Produce an exact copy of all records below.

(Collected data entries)
::::::::::
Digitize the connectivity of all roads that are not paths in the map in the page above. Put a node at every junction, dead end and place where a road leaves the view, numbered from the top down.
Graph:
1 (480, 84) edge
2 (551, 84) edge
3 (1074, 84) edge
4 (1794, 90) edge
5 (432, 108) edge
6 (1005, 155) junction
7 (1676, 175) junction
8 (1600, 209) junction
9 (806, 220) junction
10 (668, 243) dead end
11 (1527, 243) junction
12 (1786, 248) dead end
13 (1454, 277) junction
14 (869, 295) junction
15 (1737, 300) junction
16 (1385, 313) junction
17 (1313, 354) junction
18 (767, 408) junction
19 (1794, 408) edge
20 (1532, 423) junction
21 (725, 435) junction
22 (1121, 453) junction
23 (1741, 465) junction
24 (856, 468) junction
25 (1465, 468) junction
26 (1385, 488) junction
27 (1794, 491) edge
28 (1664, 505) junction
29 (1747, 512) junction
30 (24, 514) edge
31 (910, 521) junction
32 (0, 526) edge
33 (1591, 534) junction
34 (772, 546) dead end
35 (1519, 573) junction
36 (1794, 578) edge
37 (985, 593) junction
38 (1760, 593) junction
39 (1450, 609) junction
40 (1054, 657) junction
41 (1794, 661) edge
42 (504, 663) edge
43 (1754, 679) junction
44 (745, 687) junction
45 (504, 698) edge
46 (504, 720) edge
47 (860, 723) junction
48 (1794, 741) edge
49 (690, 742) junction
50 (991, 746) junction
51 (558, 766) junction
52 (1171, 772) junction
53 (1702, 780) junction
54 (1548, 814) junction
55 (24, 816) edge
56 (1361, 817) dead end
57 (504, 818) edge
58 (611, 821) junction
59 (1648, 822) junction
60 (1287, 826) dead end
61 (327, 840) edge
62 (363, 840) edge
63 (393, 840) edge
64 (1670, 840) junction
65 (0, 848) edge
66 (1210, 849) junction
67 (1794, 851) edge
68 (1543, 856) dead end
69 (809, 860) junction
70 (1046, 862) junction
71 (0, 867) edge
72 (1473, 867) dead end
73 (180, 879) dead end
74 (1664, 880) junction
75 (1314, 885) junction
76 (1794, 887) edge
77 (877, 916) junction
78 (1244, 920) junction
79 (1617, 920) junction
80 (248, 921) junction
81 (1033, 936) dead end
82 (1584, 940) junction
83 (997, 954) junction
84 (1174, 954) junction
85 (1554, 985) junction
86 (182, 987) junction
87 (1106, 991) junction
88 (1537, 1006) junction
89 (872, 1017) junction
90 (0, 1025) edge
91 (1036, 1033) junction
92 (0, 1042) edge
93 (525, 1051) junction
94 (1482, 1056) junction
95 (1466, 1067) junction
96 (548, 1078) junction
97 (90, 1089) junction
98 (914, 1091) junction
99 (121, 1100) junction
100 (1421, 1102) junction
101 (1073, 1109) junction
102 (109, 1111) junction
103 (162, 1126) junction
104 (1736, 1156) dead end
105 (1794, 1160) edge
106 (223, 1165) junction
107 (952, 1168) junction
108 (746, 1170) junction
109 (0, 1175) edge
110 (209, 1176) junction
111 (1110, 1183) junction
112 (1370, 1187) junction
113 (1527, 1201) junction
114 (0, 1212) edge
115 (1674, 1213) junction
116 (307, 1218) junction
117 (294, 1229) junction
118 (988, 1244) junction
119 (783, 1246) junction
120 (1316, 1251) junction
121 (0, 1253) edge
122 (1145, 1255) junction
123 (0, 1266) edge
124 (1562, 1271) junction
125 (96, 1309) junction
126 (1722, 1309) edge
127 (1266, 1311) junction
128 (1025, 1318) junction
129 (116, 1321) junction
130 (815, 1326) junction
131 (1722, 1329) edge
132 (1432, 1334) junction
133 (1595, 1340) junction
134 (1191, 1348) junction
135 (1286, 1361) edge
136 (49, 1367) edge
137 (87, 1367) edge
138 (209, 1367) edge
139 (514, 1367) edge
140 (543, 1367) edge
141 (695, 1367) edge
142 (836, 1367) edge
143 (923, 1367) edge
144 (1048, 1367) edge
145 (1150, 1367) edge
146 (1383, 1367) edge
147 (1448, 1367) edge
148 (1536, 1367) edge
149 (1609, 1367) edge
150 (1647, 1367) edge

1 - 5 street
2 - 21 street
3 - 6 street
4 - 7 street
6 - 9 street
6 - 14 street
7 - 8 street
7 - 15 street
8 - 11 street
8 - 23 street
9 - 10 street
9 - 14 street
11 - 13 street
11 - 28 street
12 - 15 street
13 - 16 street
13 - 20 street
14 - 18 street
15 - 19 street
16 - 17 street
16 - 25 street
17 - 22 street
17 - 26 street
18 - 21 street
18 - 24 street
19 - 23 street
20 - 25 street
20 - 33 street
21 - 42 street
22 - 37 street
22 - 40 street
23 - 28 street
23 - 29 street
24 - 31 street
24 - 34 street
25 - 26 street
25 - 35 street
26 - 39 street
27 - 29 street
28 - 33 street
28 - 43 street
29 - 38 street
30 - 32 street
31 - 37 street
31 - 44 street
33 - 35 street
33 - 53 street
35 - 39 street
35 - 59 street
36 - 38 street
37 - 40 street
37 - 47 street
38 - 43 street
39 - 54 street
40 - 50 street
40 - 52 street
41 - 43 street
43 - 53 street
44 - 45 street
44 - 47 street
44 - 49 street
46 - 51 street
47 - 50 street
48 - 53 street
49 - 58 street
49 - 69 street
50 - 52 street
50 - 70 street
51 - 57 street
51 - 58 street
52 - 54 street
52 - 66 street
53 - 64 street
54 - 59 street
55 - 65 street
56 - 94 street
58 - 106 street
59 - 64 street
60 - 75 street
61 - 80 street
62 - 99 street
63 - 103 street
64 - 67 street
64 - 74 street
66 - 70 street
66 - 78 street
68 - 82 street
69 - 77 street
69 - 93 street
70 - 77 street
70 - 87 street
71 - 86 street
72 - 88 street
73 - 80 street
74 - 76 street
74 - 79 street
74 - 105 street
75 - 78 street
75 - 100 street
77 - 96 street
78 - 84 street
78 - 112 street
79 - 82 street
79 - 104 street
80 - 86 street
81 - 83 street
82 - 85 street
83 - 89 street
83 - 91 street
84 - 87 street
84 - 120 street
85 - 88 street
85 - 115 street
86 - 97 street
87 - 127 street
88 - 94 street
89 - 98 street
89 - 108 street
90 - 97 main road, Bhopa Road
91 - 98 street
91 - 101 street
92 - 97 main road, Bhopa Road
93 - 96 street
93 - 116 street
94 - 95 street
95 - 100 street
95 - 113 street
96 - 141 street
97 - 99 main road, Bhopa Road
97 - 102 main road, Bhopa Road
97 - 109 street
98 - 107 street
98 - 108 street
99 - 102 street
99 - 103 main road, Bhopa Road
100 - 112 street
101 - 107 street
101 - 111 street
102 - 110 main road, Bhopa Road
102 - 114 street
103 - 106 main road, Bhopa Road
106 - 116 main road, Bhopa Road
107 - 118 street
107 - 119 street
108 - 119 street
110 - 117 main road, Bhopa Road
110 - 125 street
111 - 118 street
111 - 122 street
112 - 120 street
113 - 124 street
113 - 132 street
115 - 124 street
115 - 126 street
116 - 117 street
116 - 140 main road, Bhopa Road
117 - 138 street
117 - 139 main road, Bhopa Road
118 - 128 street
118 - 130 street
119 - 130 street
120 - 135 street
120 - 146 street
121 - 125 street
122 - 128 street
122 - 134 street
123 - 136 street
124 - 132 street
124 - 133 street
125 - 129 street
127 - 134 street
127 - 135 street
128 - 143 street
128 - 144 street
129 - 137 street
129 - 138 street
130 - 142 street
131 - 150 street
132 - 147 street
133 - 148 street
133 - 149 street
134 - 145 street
::::::::::
[Result of the task]
Digitize the connectivity of all roads that are not paths in the map in the page above. Put a node at every junction, dead end and place where a road leaves the view, numbered from the top down.
Graph:
1 (480, 84) edge
2 (551, 84) edge
3 (1074, 84) edge
4 (1794, 90) edge
5 (432, 108) edge
6 (1005, 155) junction
7 (1676, 175) junction
8 (1600, 209) junction
9 (806, 220) junction
10 (668, 243) dead end
11 (1527, 243) junction
12 (1786, 248) dead end
13 (1454, 277) junction
14 (869, 295) junction
15 (1737, 300) junction
16 (1385, 313) junction
17 (1313, 354) junction
18 (767, 408) junction
19 (1794, 408) edge
20 (1532, 423) junction
21 (725, 435) junction
22 (1121, 453) junction
23 (1741, 465) junction
24 (856, 468) junction
25 (1465, 468) junction
26 (1385, 488) junction
27 (1794, 491) edge
28 (1664, 505) junction
29 (1747, 512) junction
30 (24, 514) edge
31 (910, 521) junction
32 (0, 526) edge
33 (1591, 534) junction
34 (772, 546) dead end
35 (1519, 573) junction
36 (1794, 578) edge
37 (985, 593) junction
38 (1760, 593) junction
39 (1450, 609) junction
40 (1054, 657) junction
41 (1794, 661) edge
42 (504, 663) edge
43 (1754, 679) junction
44 (745, 687) junction
45 (504, 698) edge
46 (504, 720) edge
47 (860, 723) junction
48 (1794, 741) edge
49 (690, 742) junction
50 (991, 746) junction
51 (558, 766) junction
52 (1171, 772) junction
53 (1702, 780) junction
54 (1548, 814) junction
55 (24, 816) edge
56 (1361, 817) dead end
57 (504, 818) edge
58 (611, 821) junction
59 (1648, 822) junction
60 (1287, 826) dead end
61 (327, 840) edge
62 (363, 840) edge
63 (393, 840) edge
64 (1670, 840) junction
65 (0, 848) edge
66 (1210, 849) junction
67 (1794, 851) edge
68 (1543, 856) dead end
69 (809, 860) junction
70 (1046, 862) junction
71 (0, 867) edge
72 (1473, 867) dead end
73 (180, 879) dead end
74 (1664, 880) junction
75 (1314, 885) junction
76 (1794, 887) edge
77 (877, 916) junction
78 (1244, 920) junction
79 (1617, 920) junction
80 (248, 921) junction
81 (1033, 936) dead end
82 (1584, 940) junction
83 (997, 954) junction
84 (1174, 954) junction
85 (1554, 985) junction
86 (182, 987) junction
87 (1106, 991) junction
88 (1537, 1006) junction
89 (872, 1017) junction
90 (0, 1025) edge
91 (1036, 1033) junction
92 (0, 1042) edge
93 (525, 1051) junction
94 (1482, 1056) junction
95 (1466, 1067) junction
96 (548, 1078) junction
97 (90, 1089) junction
98 (914, 1091) junction
99 (121, 1100) junction
100 (1421, 1102) junction
101 (1073, 1109) junction
102 (109, 1111) junction
103 (162, 1126) junction
104 (1736, 1156) dead end
105 (1794, 1160) edge
106 (223, 1165) junction
107 (952, 1168) junction
108 (746, 1170) junction
109 (0, 1175) edge
110 (209, 1176) junction
111 (1110, 1183) junction
112 (1370, 1187) junction
113 (1527, 1201) junction
114 (0, 1212) edge
115 (1674, 1213) junction
116 (307, 1218) junction
117 (294, 1229) junction
118 (988, 1244) junction
119 (783, 1246) junction
120 (1316, 1251) junction
121 (0, 1253) edge
122 (1145, 1255) junction
123 (0, 1266) edge
124 (1562, 1271) junction
125 (96, 1309) junction
126 (1722, 1309) edge
127 (1266, 1311) junction
128 (1025, 1318) junction
129 (116, 1321) junction
130 (815, 1326) junction
131 (1722, 1329) edge
132 (1432, 1334) junction
133 (1595, 1340) junction
134 (1191, 1348) junction
135 (1286, 1361) edge
136 (49, 1367) edge
137 (87, 1367) edge
138 (209, 1367) edge
139 (514, 1367) edge
140 (543, 1367) edge
141 (695, 1367) edge
142 (836, 1367) edge
143 (923, 1367) edge
144 (1048, 1367) edge
145 (1150, 1367) edge
146 (1383, 1367) edge
147 (1448, 1367) edge
148 (1536, 1367) edge
149 (1609, 1367) edge
150 (1647, 1367) edge

1 - 5 street
2 - 21 street
3 - 6 street
4 - 7 street
6 - 9 street
6 - 14 street
7 - 8 street
7 - 15 street
8 - 11 street
8 - 23 street
9 - 10 street
9 - 14 street
11 - 13 street
11 - 28 street
12 - 15 street
13 - 16 street
13 - 20 street
14 - 18 street
15 - 19 street
16 - 17 street
16 - 25 street
17 - 22 street
17 - 26 street
18 - 21 street
18 - 24 street
19 - 23 street
20 - 25 street
20 - 33 street
21 - 42 street
22 - 37 street
22 - 40 street
23 - 28 street
23 - 29 street
24 - 31 street
24 - 34 street
25 - 26 street
25 - 35 street
26 - 39 street
27 - 29 street
28 - 33 street
28 - 43 street
29 - 38 street
30 - 32 street
31 - 37 street
31 - 44 street
33 - 35 street
33 - 53 street
35 - 39 street
35 - 59 street
36 - 38 street
37 - 40 street
37 - 47 street
38 - 43 street
39 - 54 street
40 - 50 street
40 - 52 street
41 - 43 street
43 - 53 street
44 - 45 street
44 - 47 street
44 - 49 street
46 - 51 street
47 - 50 street
48 - 53 street
49 - 58 street
49 - 69 street
50 - 52 street
50 - 70 street
51 - 57 street
51 - 58 street
52 - 54 street
52 - 66 street
53 - 64 street
54 - 59 street
55 - 65 street
56 - 94 street
58 - 106 street
59 - 64 street
60 - 75 street
61 - 80 street
62 - 99 street
63 - 103 street
64 - 67 street
64 - 74 street
66 - 70 street
66 - 78 street
68 - 82 street
69 - 77 street
69 - 93 street
70 - 77 street
70 - 87 street
71 - 86 street
72 - 88 street
73 - 80 street
74 - 76 street
74 - 79 street
74 - 105 street
75 - 78 street
75 - 100 street
77 - 96 street
78 - 84 street
78 - 112 street
79 - 82 street
79 - 104 street
80 - 86 street
81 - 83 street
82 - 85 street
83 - 89 street
83 - 91 street
84 - 87 street
84 - 120 street
85 - 88 street
85 - 115 street
86 - 97 street
87 - 127 street
88 - 94 street
89 - 98 street
89 - 108 street
90 - 97 main road, Bhopa Road
91 - 98 street
91 - 101 street
92 - 97 main road, Bhopa Road
93 - 96 street
93 - 116 street
94 - 95 street
95 - 100 street
95 - 113 street
96 - 141 street
97 - 99 main road, Bhopa Road
97 - 102 main road, Bhopa Road
97 - 109 street
98 - 107 street
98 - 108 street
99 - 102 street
99 - 103 main road, Bhopa Road
100 - 112 street
101 - 107 street
101 - 111 street
102 - 110 main road, Bhopa Road
102 - 114 street
103 - 106 main road, Bhopa Road
106 - 116 main road, Bhopa Road
107 - 118 street
107 - 119 street
108 - 119 street
110 - 117 main road, Bhopa Road
110 - 125 street
111 - 118 street
111 - 122 street
112 - 120 street
113 - 124 street
113 - 132 street
115 - 124 street
115 - 126 street
116 - 117 street
116 - 140 main road, Bhopa Road
117 - 138 street
117 - 139 main road, Bhopa Road
118 - 128 street
118 - 130 street
119 - 130 street
120 - 135 street
120 - 146 street
121 - 125 street
122 - 128 street
122 - 134 street
123 - 136 street
124 - 132 street
124 - 133 street
125 - 129 street
127 - 134 street
127 - 135 street
128 - 143 street
128 - 144 street
129 - 137 street
129 - 138 street
130 - 142 street
131 - 150 street
132 - 147 street
133 - 148 street
133 - 149 street
134 - 145 street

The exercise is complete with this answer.